▶ _EXERCISE_:
Count how many lines in this material contain "вулиця". The answer is that number alone.
=== Begin Enclosure ===
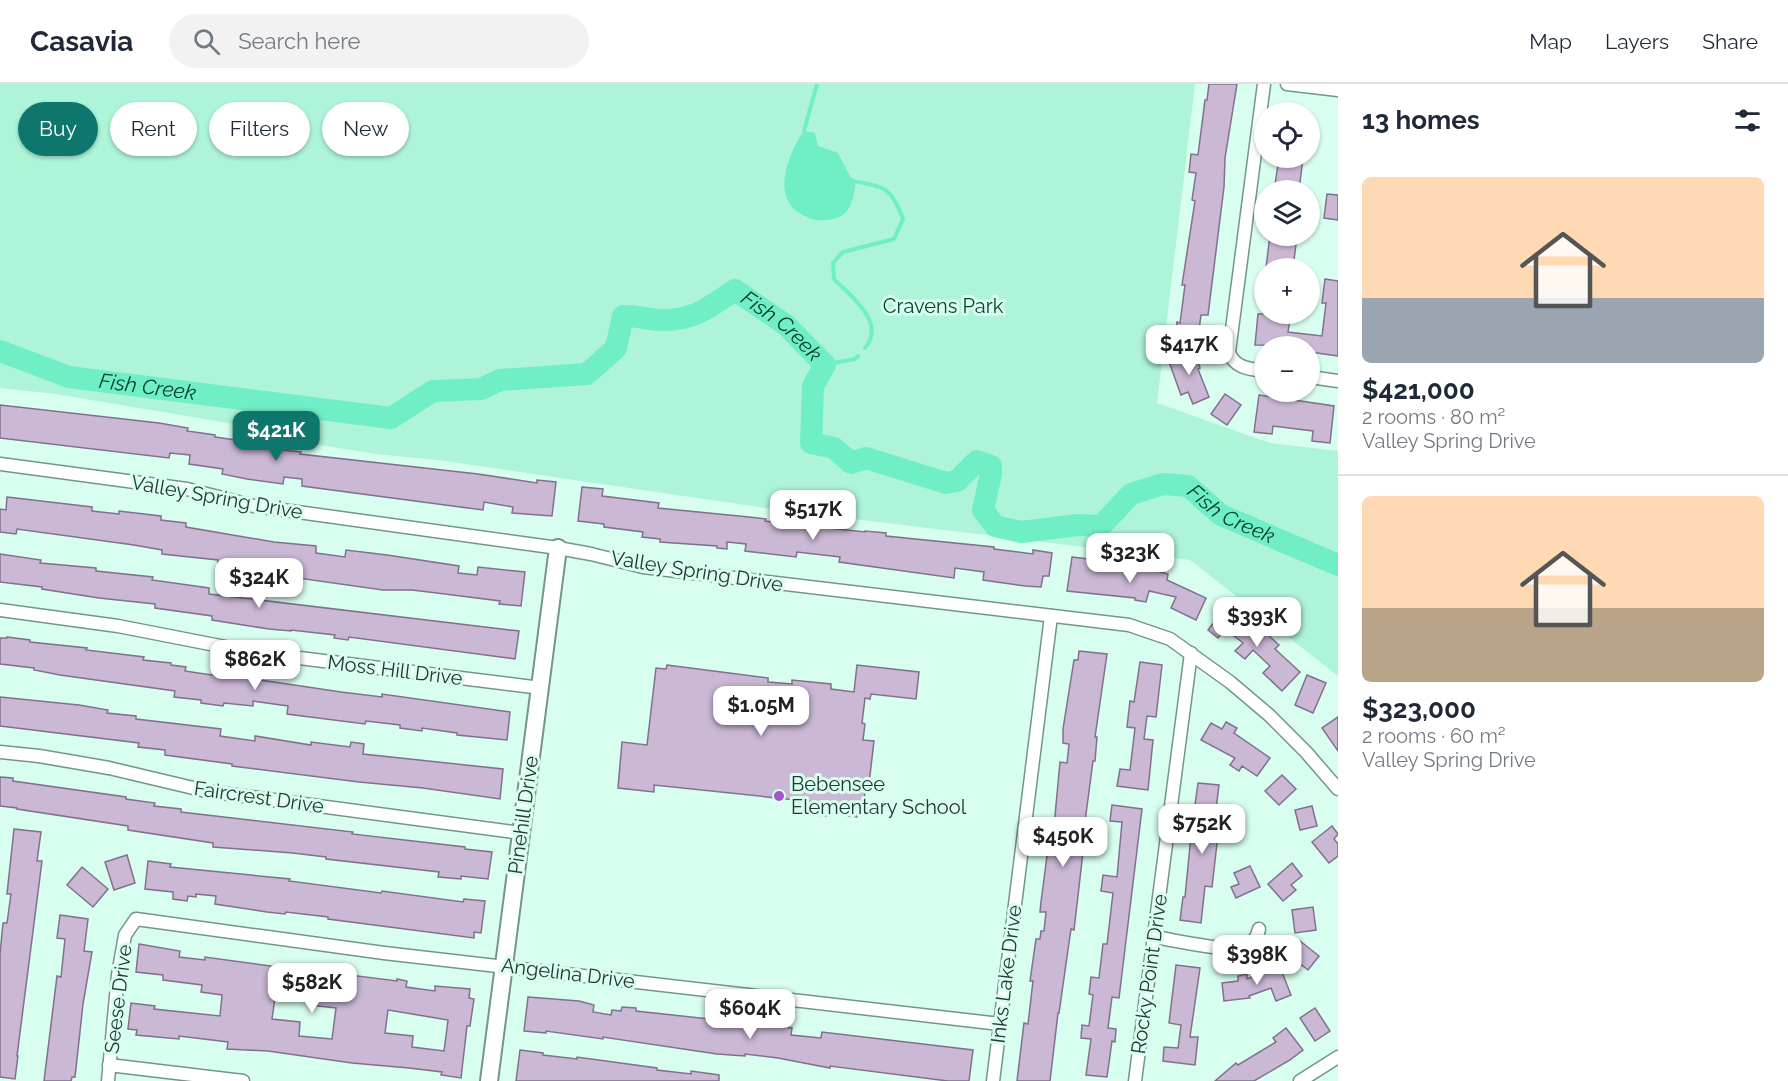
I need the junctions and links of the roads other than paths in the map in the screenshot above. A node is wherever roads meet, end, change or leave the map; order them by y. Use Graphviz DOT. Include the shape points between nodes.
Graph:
graph roads {
  1 [pos="1264,84"];
  2 [pos="1287,84"];
  3 [pos="1338,90"];
  4 [pos="1254,368"];
  5 [pos="1320,378"];
  6 [pos="1338,381"];
  7 [pos="0,464"];
  8 [pos="558,548"];
  9 [pos="0,610"];
  10 [pos="1051,616"];
  11 [pos="1191,653"];
  12 [pos="541,688"];
  13 [pos="0,752"];
  14 [pos="1338,789"];
  15 [pos="521,832"];
  16 [pos="136,919"];
  17 [pos="1259,929"];
  18 [pos="1154,937"];
  19 [pos="504,966"];
  20 [pos="1000,1024"];
  21 [pos="1338,1057"];
  22 [pos="109,1065"];
  23 [pos="108,1081"];
  24 [pos="243,1081"];
  25 [pos="489,1081"];
  26 [pos="993,1081"];
  27 [pos="1135,1081"];
  28 [pos="1300,1081"];
  1 -- 4 [label="street" via="1229,352 1238,365"];
  2 -- 3 [label="street"];
  5 -- 6 [label="street"];
  7 -- 8 [label="street, Valley Spring Drive" via="187,489 254,506"];
  8 -- 10 [label="street, Valley Spring Drive" via="644,567"];
  8 -- 12 [label="street, Pinehill Drive"];
  9 -- 12 [label="street, Moss Hill Drive" via="118,626 251,652"];
  10 -- 11 [label="street, Valley Spring Drive" via="1129,625 1170,639"];
  10 -- 20 [label="street, Inks Lake Drive"];
  11 -- 14 [label="street, Valley Spring Drive" via="1269,715"];
  11 -- 18 [label="street, Rocky Point Drive"];
  12 -- 15 [label="street, Pinehill Drive"];
  13 -- 15 [label="street, Faircrest Drive" via="109,768 206,791"];
  15 -- 19 [label="street, Pinehill Drive"];
  16 -- 19 [label="street, Angelina Drive"];
  16 -- 22 [label="street, Seese Drive" via="125,935"];
  17 -- 18 [label="street" via="1252,944 1241,948"];
  18 -- 27 [label="street, Rocky Point Drive"];
  19 -- 20 [label="street, Angelina Drive"];
  19 -- 25 [label="street, Pinehill Drive"];
  20 -- 26 [label="street, Inks Lake Drive"];
  21 -- 28 [label="street"];
  22 -- 23 [label="street, Seese Drive"];
  22 -- 24 [label="street"];
}
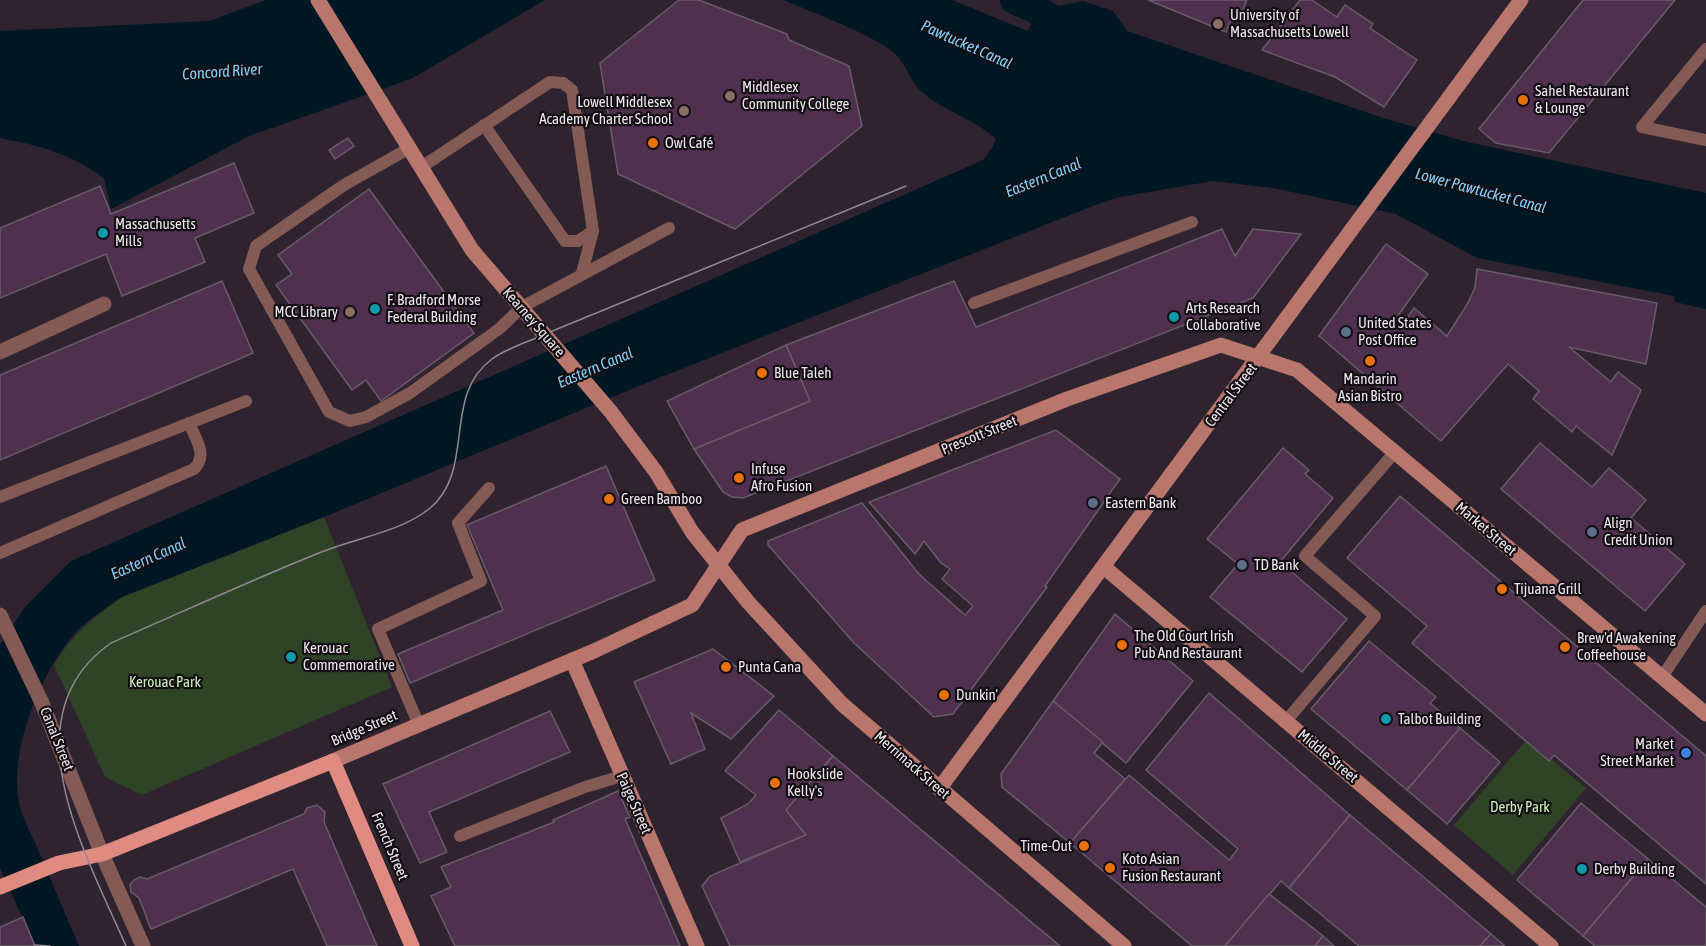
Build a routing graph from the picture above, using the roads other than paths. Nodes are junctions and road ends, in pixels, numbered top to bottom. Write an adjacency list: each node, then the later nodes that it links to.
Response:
1 (318, 0): 7 (main road, Kearney Square)
2 (1521, 0): 17 (main road, Central Street)
3 (1706, 49): 4 (lane)
4 (1702, 60): 6 (lane)
5 (484, 125): 8 (lane); 11 (lane); 11 (lane)
6 (1706, 140)
7 (408, 149): 8 (main road, Kearney Square); 15 (lane)
8 (420, 168): 15 (main road, Kearney Square)
9 (1192, 222): 13 (lane)
10 (669, 228): 12 (lane)
11 (593, 231): 12 (lane)
12 (582, 273): 15 (lane)
13 (974, 303)
14 (104, 304): 16 (street)
15 (522, 307): 24 (main road, Kearney Square)
16 (0, 352)
17 (1259, 358): 20 (main road, Market Street); 24 (main road, Prescott Street); 25 (main road, Central Street)
18 (246, 401): 19 (lane)
19 (189, 423): 22 (lane); 23 (lane)
20 (1395, 452): 29 (main road, Market Street); 31 (lane)
21 (489, 488): 32 (lane)
22 (0, 497)
23 (0, 553)
24 (718, 565): 28 (main road, Bridge Street); 35 (main road, Merrimack Street)
25 (1104, 567): 31 (main road, Middle Street); 35 (main road, Central Street)
26 (1706, 611): 29 (lane)
27 (4, 621): 37 (street, Canal Street)
28 (572, 660): 32 (main road, Bridge Street); 34 (main road, Paige Street)
29 (1662, 677): 30 (main road, Market Street)
30 (1706, 714)
31 (1286, 721): 43 (main road, Middle Street)
32 (418, 725): 33 (main road, Bridge Street)
33 (333, 760): 37 (main road, Bridge Street); 40 (main road, French Street)
34 (622, 776): 36 (lane); 41 (main road, Paige Street)
35 (939, 789): 42 (main road, Merrimack Street)
36 (460, 836)
37 (102, 854): 38 (main road, Bridge Street); 39 (street, Canal Street)
38 (0, 887)
39 (143, 946)
40 (412, 946)
41 (697, 946)
42 (1124, 946)
43 (1551, 946)

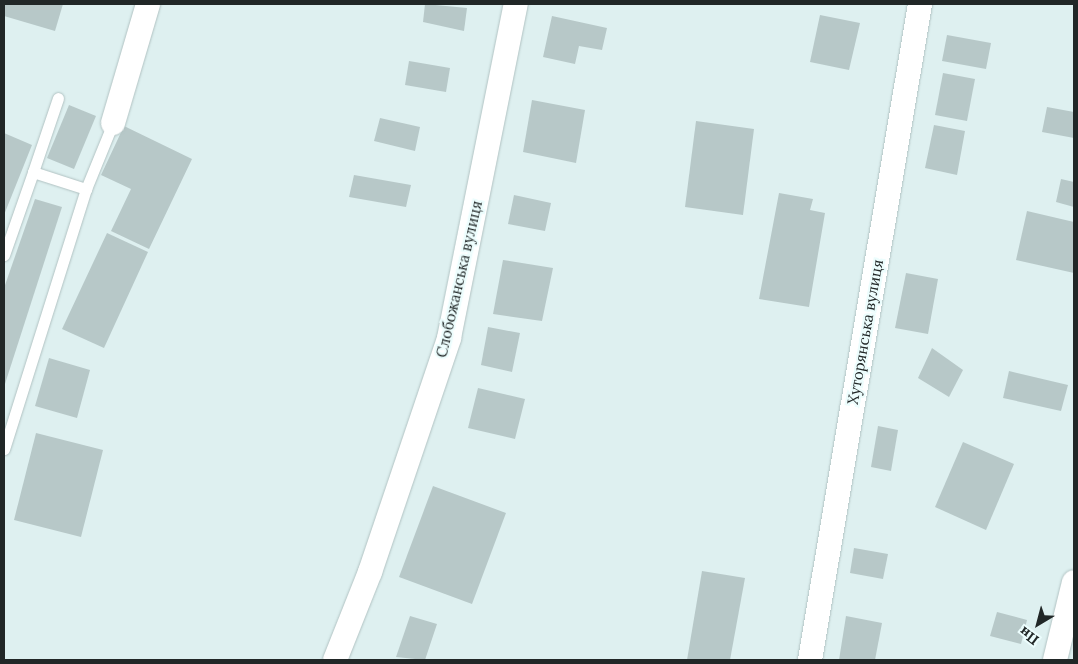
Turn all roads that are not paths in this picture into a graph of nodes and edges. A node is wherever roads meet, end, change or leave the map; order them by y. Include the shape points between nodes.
1 (148, 4) edge
2 (516, 4) edge
3 (920, 4) edge
4 (58, 98) dead end
5 (113, 123) joint
6 (33, 172) junction
7 (86, 189) junction
8 (4, 255) edge
9 (4, 449) edge
10 (1074, 582) edge
11 (335, 660) edge
12 (810, 660) edge
13 (1055, 660) edge

1 - 5 street
2 - 11 street, Слобожанська вулиця via 449,338 370,572
3 - 12 street, Хуторянська вулиця
4 - 6 lane
5 - 7 lane
6 - 7 lane
6 - 8 lane
7 - 9 lane
10 - 13 street

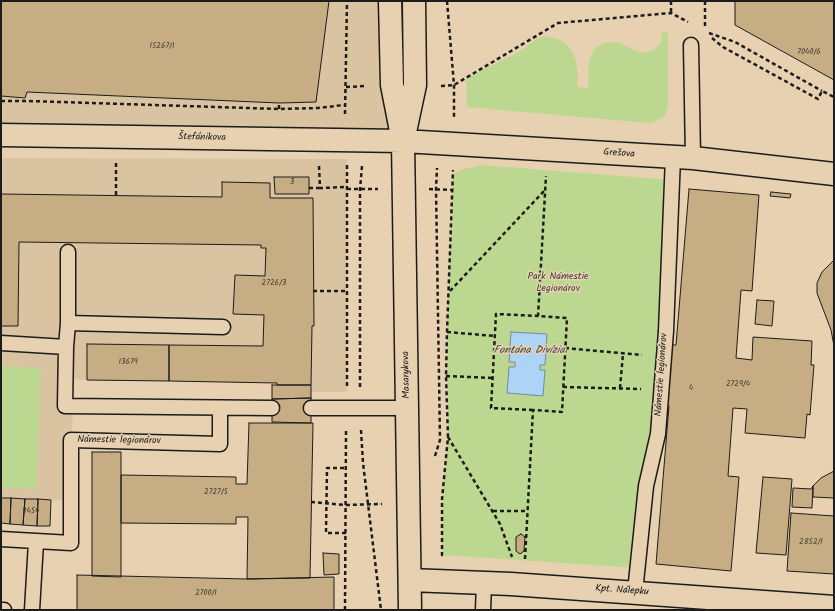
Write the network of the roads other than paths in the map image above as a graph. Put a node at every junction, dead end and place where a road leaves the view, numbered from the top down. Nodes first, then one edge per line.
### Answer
1 (390, 1) edge
2 (414, 1) edge
3 (691, 46) dead end
4 (1, 136) edge
5 (403, 141) junction
6 (683, 158) junction
7 (834, 174) edge
8 (68, 252) dead end
9 (68, 323) junction
10 (223, 327) dead end
11 (1, 343) edge
12 (66, 347) junction
13 (220, 408) junction
14 (272, 408) dead end
15 (311, 408) dead end
16 (407, 408) junction
17 (1, 539) edge
18 (36, 542) junction
19 (410, 580) junction
20 (484, 583) junction
21 (635, 592) junction
22 (755, 605) edge
23 (834, 607) edge
24 (32, 610) edge
25 (410, 610) edge
26 (483, 610) edge

1 - 5 street
2 - 5 street
3 - 6 lane, Námestie legionárov
4 - 5 street, Štefánikova
5 - 6 street, Grešova
5 - 16 street, Masarykova
6 - 7 street, Grešova
6 - 21 lane, Námestie legionárov
8 - 9 lane
9 - 10 lane
9 - 12 lane
11 - 12 lane
12 - 13 lane
13 - 14 lane
13 - 18 lane, Námestie legionárov
15 - 16 lane
16 - 19 street, Masarykova
17 - 18 lane
18 - 24 lane
19 - 20 street, Kpt. Nálepku
19 - 25 street, Masarykova
20 - 21 street, Kpt. Nálepku
20 - 26 lane
21 - 22 street, Kpt. Nálepku
22 - 23 street, Kpt. Nálepku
=== End Enclosure ===
▶ _RESPONSE FOR THIS EXERCISE_:
2